== The records
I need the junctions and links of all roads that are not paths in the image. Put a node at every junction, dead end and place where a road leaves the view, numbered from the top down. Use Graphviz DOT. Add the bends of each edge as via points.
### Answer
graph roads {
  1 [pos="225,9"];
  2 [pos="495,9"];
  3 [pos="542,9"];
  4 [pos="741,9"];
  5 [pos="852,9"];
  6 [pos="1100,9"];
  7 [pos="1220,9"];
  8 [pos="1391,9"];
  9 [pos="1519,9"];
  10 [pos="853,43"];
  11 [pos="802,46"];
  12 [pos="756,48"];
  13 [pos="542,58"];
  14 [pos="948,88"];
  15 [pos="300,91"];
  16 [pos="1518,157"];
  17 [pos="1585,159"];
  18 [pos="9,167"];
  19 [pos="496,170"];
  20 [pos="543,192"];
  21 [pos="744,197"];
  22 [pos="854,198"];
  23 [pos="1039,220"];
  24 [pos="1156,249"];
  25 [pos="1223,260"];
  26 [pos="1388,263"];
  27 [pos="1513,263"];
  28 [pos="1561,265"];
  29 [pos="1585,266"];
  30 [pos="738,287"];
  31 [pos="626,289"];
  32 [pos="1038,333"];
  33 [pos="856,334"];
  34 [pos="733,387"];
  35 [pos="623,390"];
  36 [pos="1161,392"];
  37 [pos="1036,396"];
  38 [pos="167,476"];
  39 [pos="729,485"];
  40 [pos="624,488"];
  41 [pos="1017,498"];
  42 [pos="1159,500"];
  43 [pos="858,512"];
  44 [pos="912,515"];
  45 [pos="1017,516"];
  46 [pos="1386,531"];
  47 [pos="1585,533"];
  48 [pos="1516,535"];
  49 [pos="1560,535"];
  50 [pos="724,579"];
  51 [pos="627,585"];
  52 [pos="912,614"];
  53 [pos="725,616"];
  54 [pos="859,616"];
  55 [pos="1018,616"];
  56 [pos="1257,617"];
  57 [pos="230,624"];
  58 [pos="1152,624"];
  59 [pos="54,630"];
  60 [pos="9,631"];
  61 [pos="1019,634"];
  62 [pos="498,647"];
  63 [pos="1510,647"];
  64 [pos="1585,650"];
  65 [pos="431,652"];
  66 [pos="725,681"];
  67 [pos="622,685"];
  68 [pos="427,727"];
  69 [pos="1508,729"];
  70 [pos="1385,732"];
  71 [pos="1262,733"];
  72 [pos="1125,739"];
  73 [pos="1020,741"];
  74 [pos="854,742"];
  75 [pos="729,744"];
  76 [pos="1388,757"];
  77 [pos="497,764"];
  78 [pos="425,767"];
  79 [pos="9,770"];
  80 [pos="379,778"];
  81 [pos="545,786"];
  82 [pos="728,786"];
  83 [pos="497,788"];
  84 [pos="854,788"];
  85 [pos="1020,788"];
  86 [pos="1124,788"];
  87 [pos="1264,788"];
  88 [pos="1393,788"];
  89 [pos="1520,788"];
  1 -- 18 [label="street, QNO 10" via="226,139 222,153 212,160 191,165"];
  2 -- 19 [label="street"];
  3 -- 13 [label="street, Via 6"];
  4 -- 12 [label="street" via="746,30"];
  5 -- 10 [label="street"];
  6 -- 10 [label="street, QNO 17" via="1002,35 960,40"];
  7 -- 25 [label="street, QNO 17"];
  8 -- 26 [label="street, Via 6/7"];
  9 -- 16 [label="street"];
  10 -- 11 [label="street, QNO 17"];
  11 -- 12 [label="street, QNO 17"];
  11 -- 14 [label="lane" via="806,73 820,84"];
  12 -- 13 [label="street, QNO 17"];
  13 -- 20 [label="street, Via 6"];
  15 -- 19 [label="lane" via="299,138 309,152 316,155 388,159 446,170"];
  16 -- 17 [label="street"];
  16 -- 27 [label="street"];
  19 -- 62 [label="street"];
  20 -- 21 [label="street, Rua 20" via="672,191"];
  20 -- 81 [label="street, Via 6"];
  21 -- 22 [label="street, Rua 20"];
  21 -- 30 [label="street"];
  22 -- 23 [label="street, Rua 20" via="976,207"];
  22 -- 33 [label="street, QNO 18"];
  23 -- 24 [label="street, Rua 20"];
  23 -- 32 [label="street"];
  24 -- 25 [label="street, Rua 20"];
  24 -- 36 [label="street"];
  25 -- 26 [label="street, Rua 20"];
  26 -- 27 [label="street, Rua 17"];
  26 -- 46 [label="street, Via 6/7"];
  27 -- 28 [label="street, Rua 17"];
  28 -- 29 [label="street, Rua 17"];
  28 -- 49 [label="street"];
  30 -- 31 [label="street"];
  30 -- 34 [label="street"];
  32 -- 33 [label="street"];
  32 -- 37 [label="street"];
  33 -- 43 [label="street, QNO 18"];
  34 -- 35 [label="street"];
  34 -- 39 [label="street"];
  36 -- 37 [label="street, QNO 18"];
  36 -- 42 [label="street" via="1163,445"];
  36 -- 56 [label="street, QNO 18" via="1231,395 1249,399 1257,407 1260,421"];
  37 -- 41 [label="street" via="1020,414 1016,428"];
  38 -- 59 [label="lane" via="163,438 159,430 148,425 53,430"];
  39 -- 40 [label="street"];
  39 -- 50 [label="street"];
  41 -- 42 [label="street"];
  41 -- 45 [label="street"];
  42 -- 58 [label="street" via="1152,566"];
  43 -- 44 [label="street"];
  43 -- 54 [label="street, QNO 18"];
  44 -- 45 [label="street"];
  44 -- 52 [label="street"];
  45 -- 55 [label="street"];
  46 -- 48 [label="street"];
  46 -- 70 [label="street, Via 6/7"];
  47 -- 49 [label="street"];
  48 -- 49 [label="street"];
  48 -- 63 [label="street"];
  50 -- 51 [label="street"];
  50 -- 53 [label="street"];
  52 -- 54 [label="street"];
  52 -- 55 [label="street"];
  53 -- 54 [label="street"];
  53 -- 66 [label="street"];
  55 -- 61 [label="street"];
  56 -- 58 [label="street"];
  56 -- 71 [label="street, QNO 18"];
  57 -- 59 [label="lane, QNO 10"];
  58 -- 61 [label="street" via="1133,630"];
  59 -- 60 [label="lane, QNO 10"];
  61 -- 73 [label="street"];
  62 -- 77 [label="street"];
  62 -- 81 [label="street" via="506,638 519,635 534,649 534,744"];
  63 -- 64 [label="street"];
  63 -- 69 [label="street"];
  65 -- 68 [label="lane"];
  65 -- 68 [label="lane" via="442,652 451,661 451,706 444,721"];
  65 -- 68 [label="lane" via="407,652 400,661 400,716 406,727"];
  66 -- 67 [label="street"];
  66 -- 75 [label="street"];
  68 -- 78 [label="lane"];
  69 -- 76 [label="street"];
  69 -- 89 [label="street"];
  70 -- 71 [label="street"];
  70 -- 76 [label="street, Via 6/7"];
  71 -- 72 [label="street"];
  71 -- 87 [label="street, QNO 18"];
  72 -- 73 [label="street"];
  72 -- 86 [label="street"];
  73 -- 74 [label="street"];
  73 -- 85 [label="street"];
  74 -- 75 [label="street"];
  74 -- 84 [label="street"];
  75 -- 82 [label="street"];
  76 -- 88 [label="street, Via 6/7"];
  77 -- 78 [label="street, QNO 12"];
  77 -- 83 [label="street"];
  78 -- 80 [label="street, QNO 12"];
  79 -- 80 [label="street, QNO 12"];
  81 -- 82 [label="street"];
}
====
• Activity:
Only a number is expected here: the count of lines in the listing that hold the string "roads".

• Solution for this problem:
2